[Records excerpted from a collection]
'''

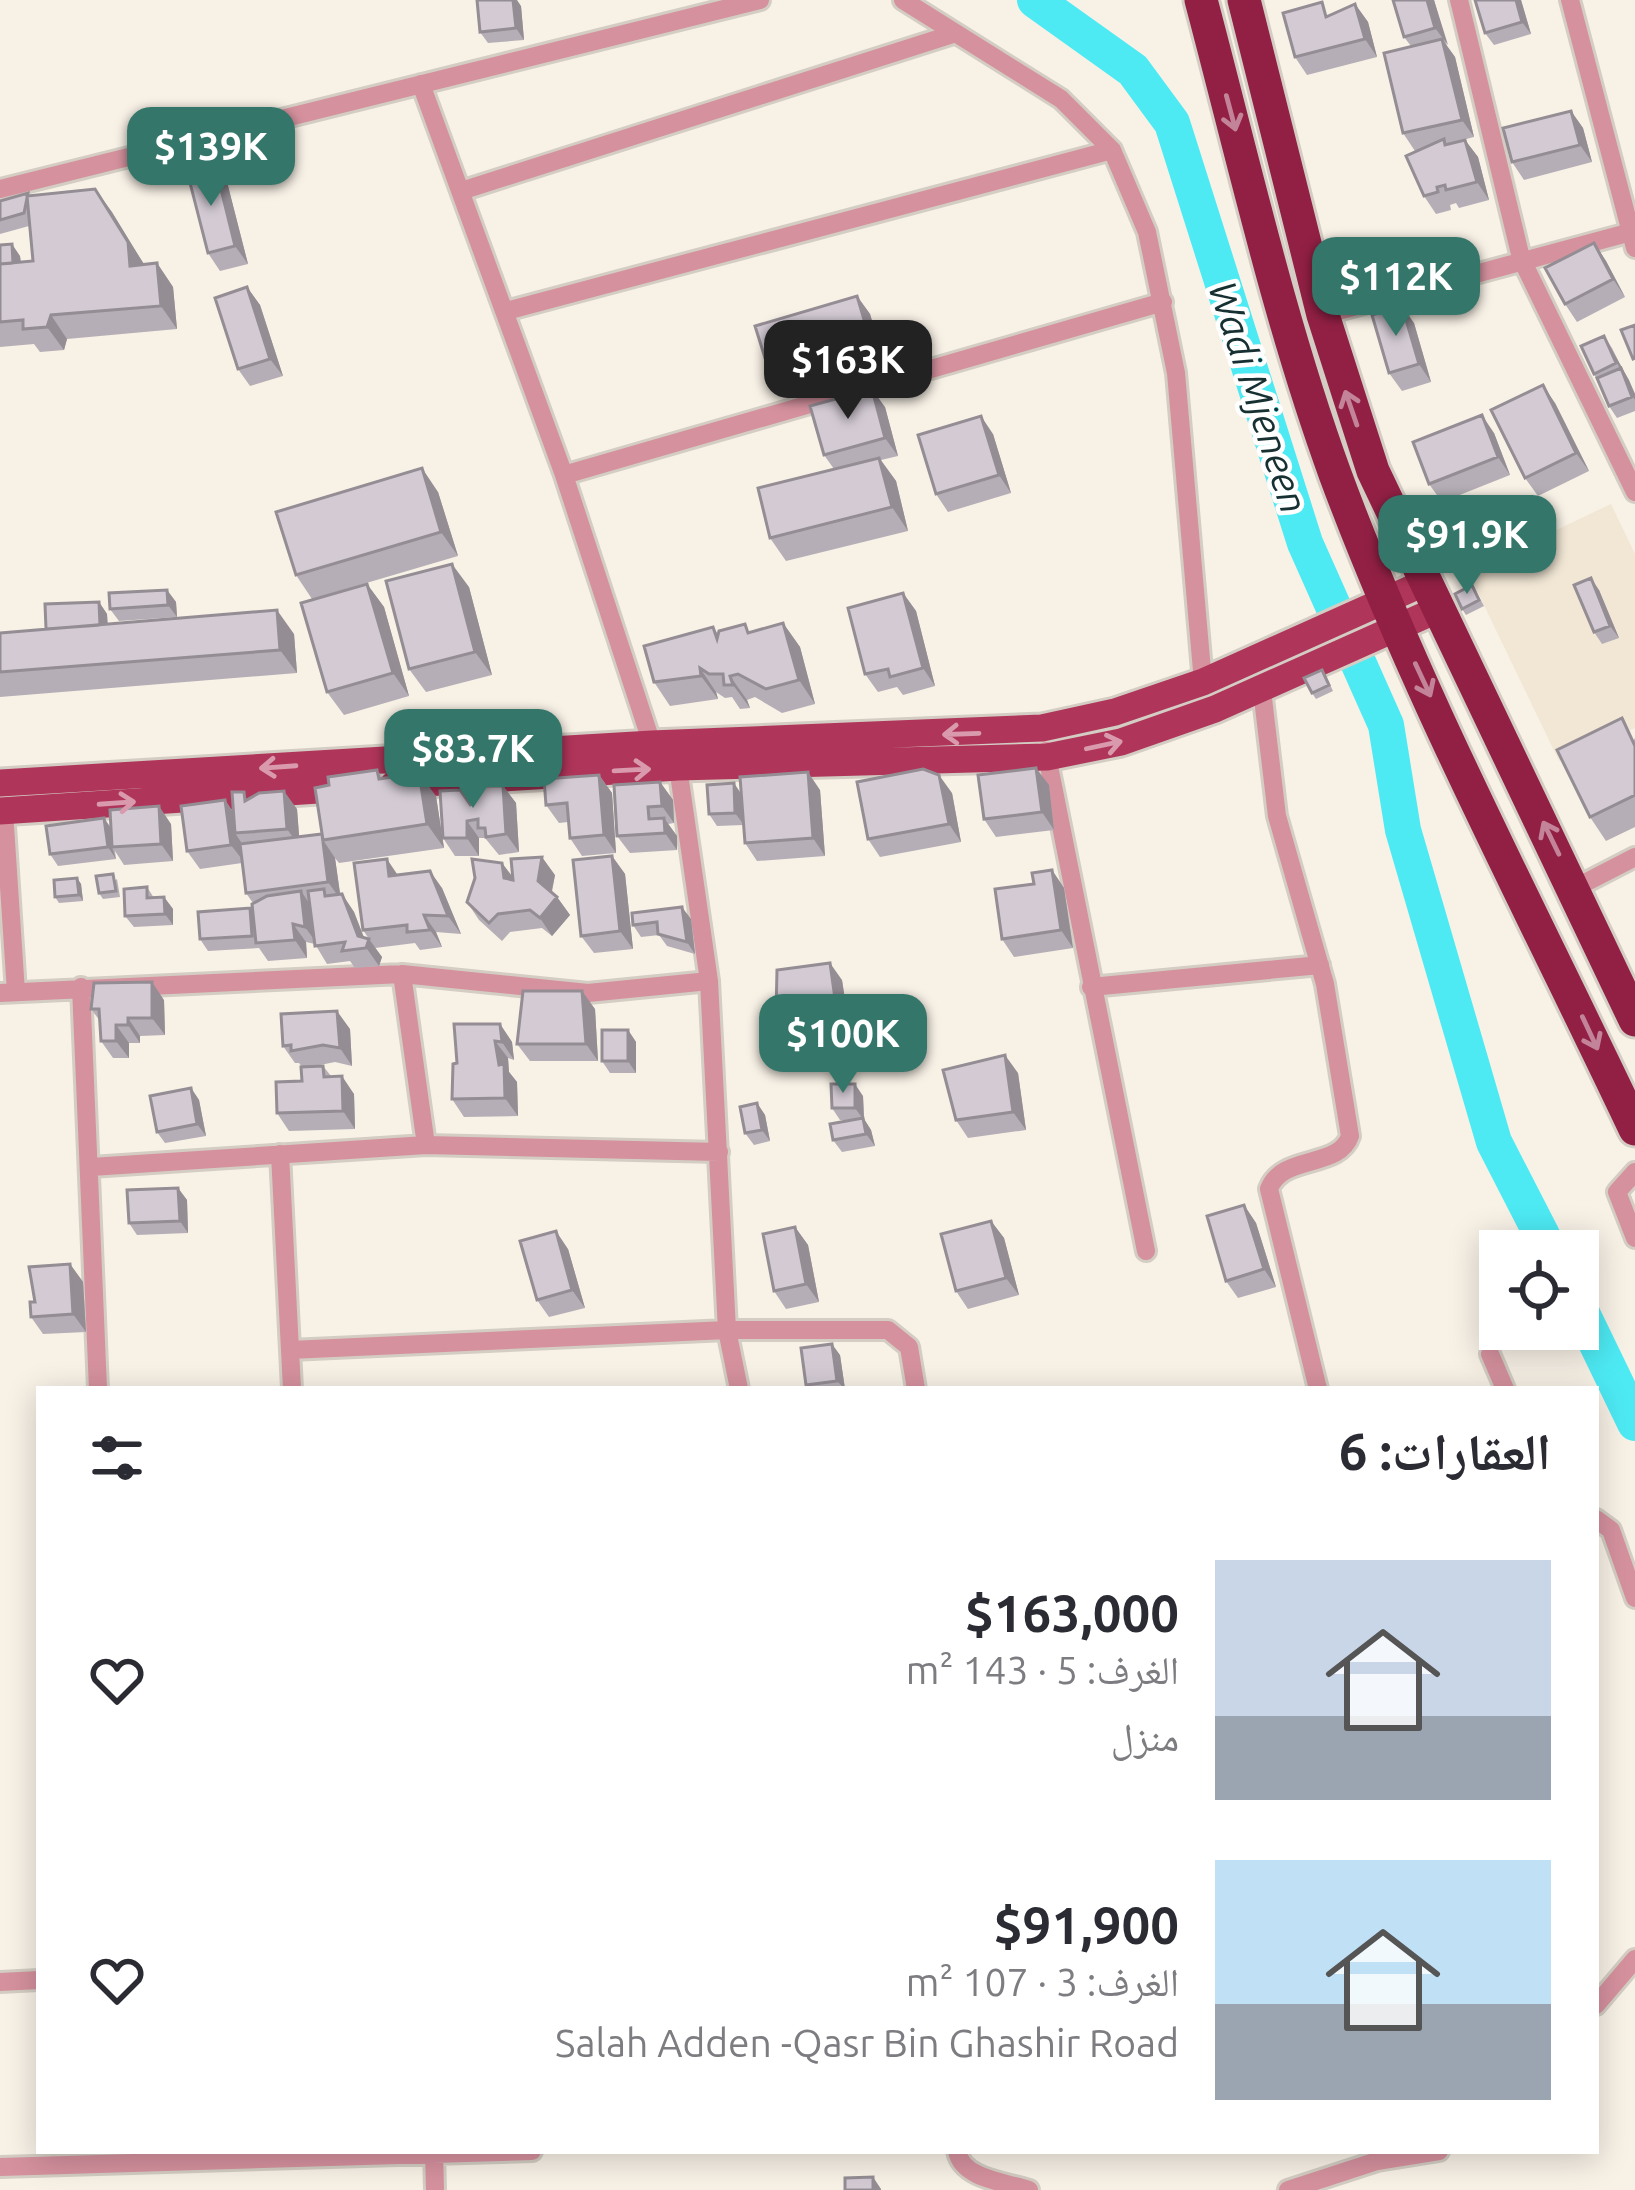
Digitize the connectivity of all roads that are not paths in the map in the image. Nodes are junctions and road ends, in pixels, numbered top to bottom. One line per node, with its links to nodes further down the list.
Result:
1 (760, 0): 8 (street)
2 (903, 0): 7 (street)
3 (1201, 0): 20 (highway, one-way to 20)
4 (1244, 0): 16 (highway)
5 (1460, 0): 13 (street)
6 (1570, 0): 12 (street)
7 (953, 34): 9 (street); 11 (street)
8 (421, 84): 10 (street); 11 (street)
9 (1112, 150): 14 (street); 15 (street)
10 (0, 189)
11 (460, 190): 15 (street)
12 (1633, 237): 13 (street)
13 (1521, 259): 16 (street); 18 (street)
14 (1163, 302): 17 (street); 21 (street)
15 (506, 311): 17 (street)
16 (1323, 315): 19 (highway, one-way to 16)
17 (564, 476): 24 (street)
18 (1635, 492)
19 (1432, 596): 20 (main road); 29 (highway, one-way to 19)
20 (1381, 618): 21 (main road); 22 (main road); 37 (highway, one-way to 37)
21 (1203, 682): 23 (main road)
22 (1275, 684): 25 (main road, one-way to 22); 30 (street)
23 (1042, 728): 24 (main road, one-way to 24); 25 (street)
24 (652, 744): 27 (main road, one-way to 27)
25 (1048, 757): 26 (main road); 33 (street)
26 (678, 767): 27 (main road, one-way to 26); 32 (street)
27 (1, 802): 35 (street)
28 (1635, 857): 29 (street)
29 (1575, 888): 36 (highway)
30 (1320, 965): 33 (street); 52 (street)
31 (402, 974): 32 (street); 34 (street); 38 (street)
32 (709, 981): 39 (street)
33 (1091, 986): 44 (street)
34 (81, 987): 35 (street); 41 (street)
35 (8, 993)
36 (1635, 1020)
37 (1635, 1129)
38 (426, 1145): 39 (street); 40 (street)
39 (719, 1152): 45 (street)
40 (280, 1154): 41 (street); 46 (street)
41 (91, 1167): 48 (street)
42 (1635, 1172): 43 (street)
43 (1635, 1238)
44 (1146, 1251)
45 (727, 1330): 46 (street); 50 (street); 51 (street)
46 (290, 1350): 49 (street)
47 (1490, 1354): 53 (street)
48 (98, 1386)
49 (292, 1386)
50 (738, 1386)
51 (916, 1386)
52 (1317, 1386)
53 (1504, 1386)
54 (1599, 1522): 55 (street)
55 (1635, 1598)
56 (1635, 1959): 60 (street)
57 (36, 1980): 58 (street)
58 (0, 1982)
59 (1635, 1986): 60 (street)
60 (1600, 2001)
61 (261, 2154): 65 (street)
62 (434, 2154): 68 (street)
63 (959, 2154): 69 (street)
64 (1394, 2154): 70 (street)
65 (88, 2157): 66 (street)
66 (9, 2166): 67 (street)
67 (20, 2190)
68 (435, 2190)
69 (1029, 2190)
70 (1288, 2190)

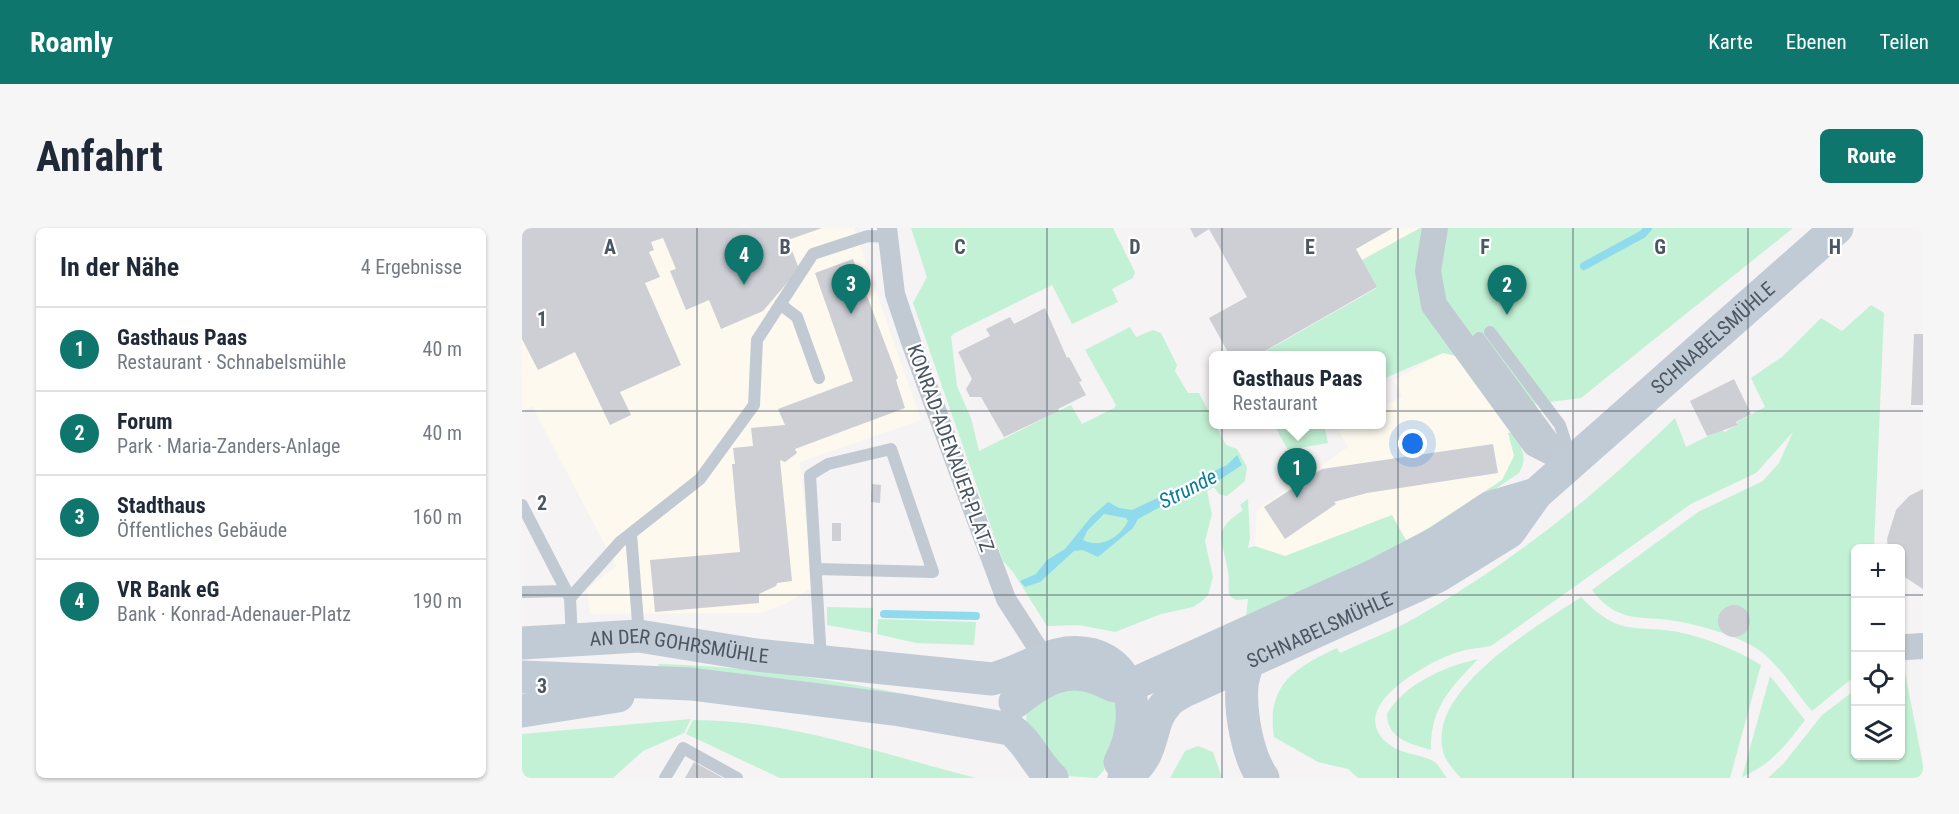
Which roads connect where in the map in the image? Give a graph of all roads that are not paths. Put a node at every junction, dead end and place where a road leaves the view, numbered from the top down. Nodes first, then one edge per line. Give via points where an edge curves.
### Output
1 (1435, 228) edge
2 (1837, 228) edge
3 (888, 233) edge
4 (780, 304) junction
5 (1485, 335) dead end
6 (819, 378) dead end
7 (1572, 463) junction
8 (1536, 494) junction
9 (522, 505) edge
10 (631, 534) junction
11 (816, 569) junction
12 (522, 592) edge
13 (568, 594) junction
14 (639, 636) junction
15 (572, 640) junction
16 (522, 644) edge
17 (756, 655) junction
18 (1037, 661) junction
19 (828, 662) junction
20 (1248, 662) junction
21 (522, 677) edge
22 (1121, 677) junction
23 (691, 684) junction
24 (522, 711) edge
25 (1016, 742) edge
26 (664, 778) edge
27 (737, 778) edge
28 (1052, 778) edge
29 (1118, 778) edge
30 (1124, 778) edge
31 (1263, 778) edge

'''

Brief - Among the records, find the lines that contain "highway" and copy each of them.

Task response -
3 (1201, 0): 20 (highway, one-way to 20)
4 (1244, 0): 16 (highway)
16 (1323, 315): 19 (highway, one-way to 16)
19 (1432, 596): 20 (main road); 29 (highway, one-way to 19)
20 (1381, 618): 21 (main road); 22 (main road); 37 (highway, one-way to 37)
29 (1575, 888): 36 (highway)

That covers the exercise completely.